----- Input records
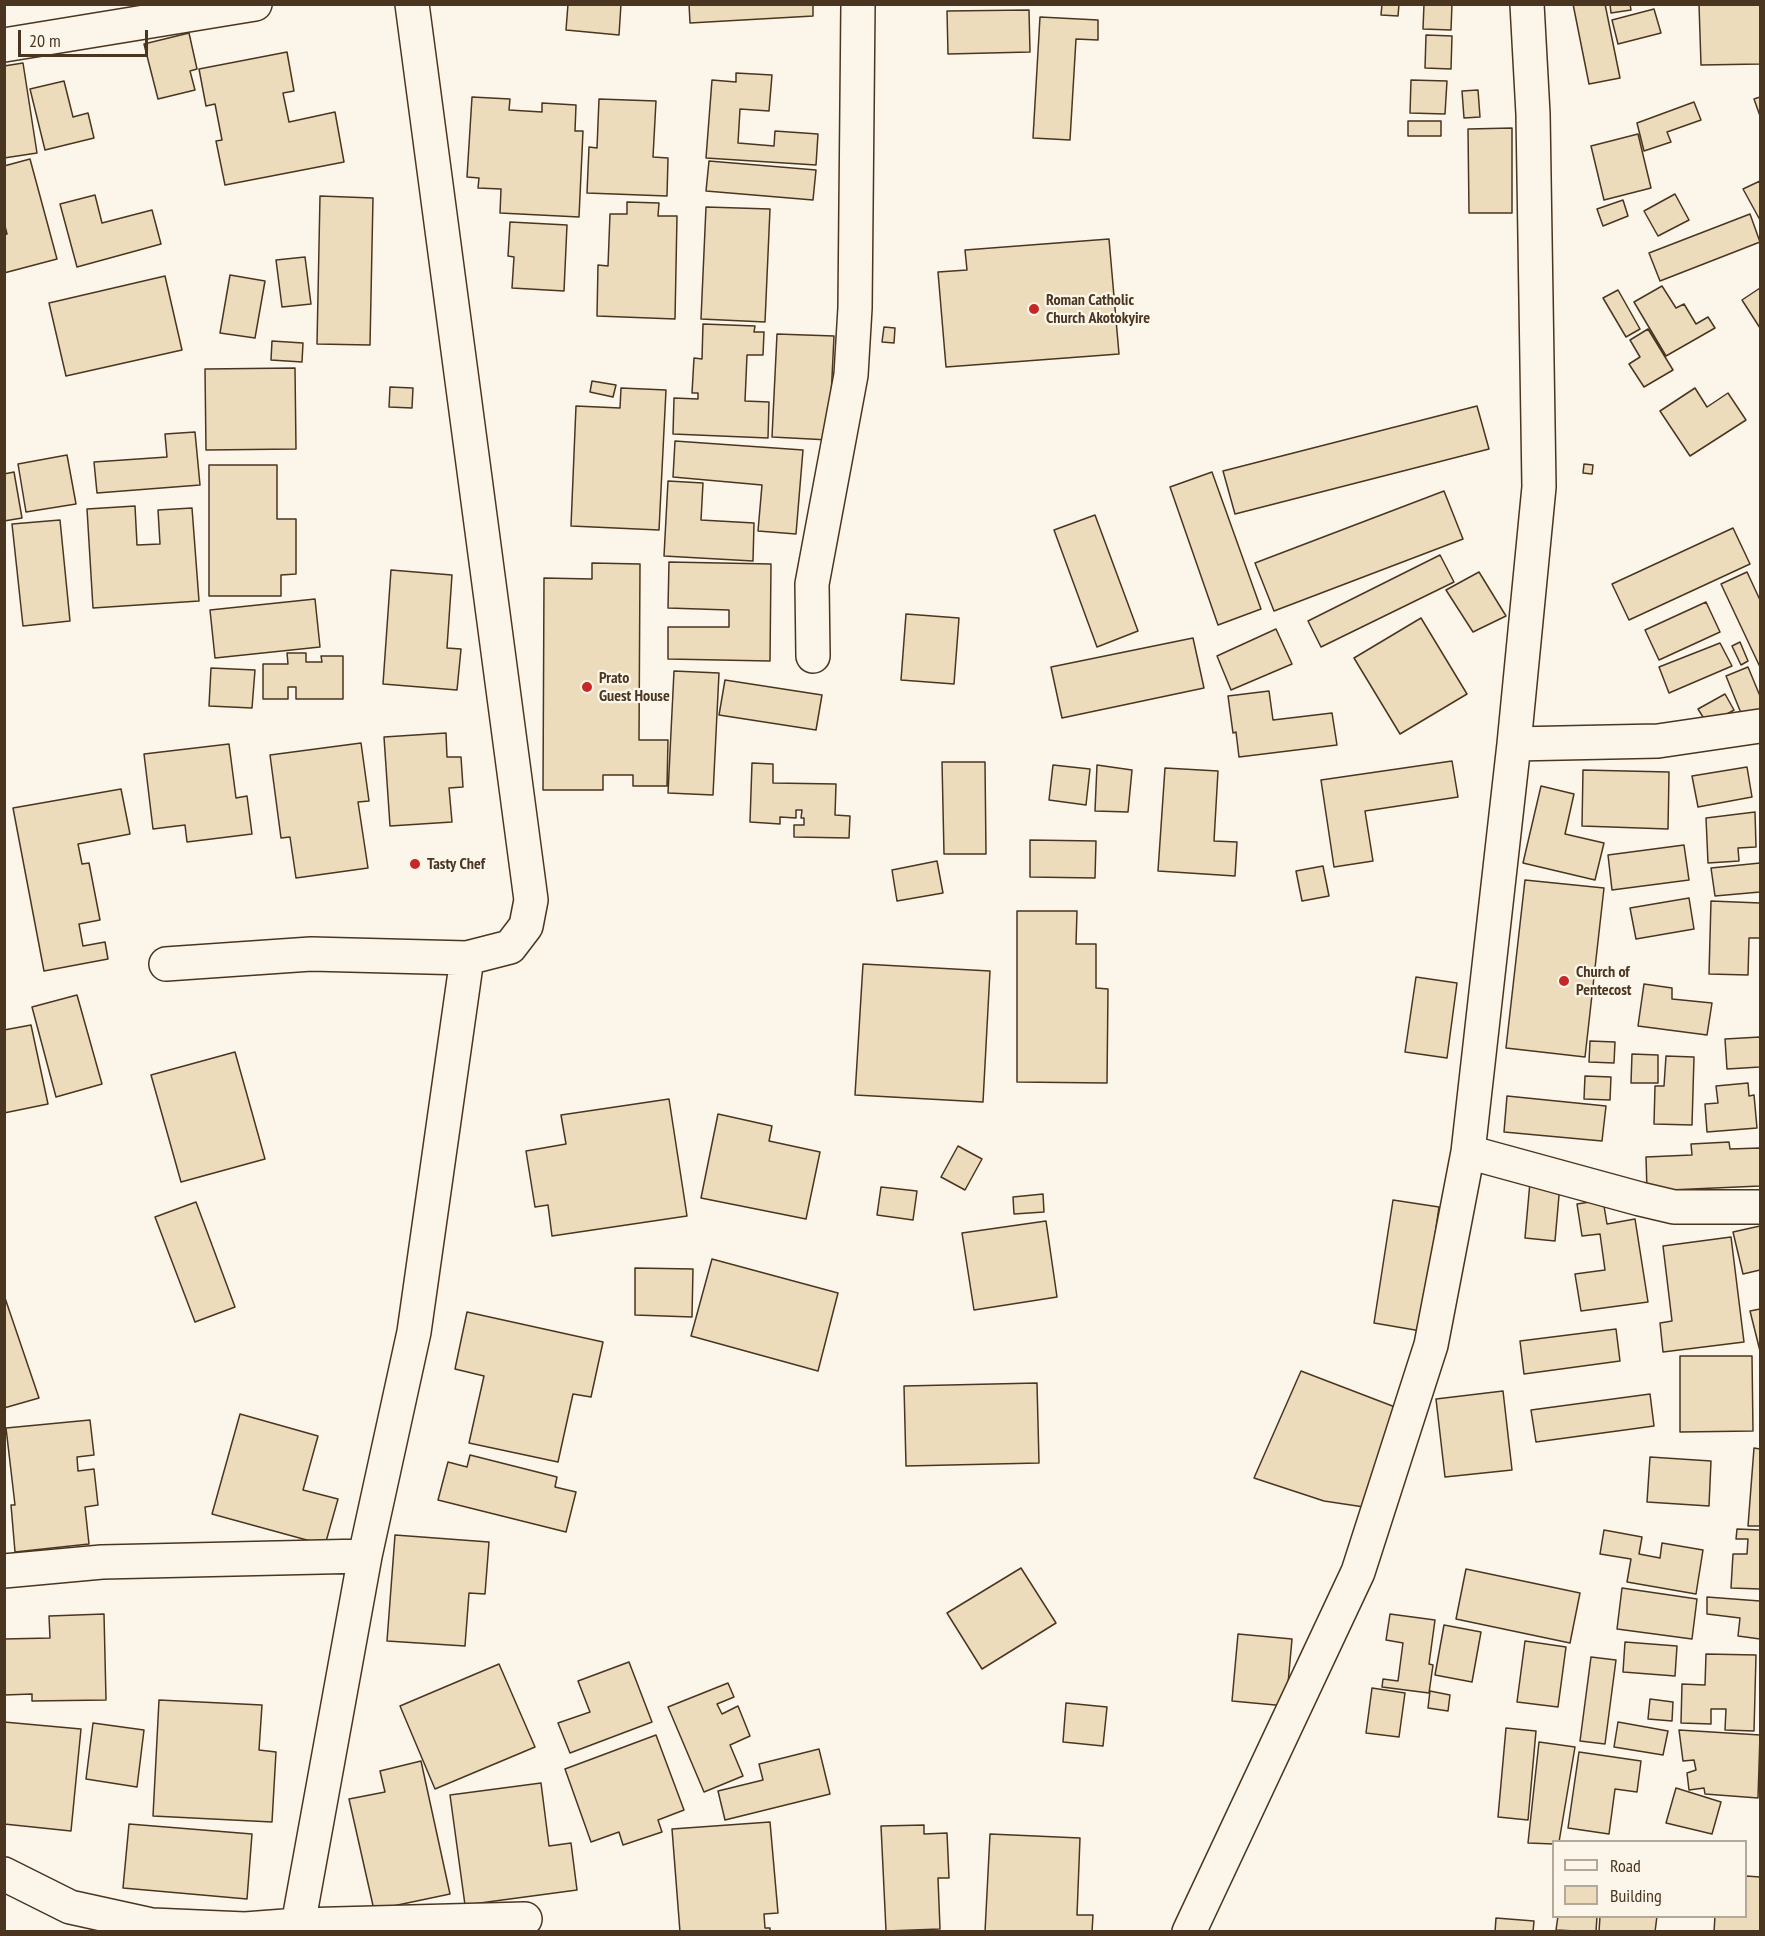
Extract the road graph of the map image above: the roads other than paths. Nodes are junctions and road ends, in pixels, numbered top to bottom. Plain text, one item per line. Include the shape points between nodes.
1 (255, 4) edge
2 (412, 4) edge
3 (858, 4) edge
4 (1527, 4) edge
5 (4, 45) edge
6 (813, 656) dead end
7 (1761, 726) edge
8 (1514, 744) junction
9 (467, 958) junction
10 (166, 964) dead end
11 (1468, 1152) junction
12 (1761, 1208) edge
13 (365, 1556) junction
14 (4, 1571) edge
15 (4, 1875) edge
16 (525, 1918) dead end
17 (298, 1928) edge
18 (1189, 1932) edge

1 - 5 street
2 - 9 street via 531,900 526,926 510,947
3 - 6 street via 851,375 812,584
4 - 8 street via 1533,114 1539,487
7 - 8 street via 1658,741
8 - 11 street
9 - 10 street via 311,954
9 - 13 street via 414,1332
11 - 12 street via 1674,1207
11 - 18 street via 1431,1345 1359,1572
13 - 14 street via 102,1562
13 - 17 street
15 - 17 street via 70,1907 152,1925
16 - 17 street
----------
[Task requirements]: Repeat the preceding records exactly but drop the images.

[Response box]:
Extract the road graph of the map image above: the roads other than paths. Nodes are junctions and road ends, in pixels, numbered top to bottom. Plain text, one item per line. Include the shape points between nodes.
1 (255, 4) edge
2 (412, 4) edge
3 (858, 4) edge
4 (1527, 4) edge
5 (4, 45) edge
6 (813, 656) dead end
7 (1761, 726) edge
8 (1514, 744) junction
9 (467, 958) junction
10 (166, 964) dead end
11 (1468, 1152) junction
12 (1761, 1208) edge
13 (365, 1556) junction
14 (4, 1571) edge
15 (4, 1875) edge
16 (525, 1918) dead end
17 (298, 1928) edge
18 (1189, 1932) edge

1 - 5 street
2 - 9 street via 531,900 526,926 510,947
3 - 6 street via 851,375 812,584
4 - 8 street via 1533,114 1539,487
7 - 8 street via 1658,741
8 - 11 street
9 - 10 street via 311,954
9 - 13 street via 414,1332
11 - 12 street via 1674,1207
11 - 18 street via 1431,1345 1359,1572
13 - 14 street via 102,1562
13 - 17 street
15 - 17 street via 70,1907 152,1925
16 - 17 street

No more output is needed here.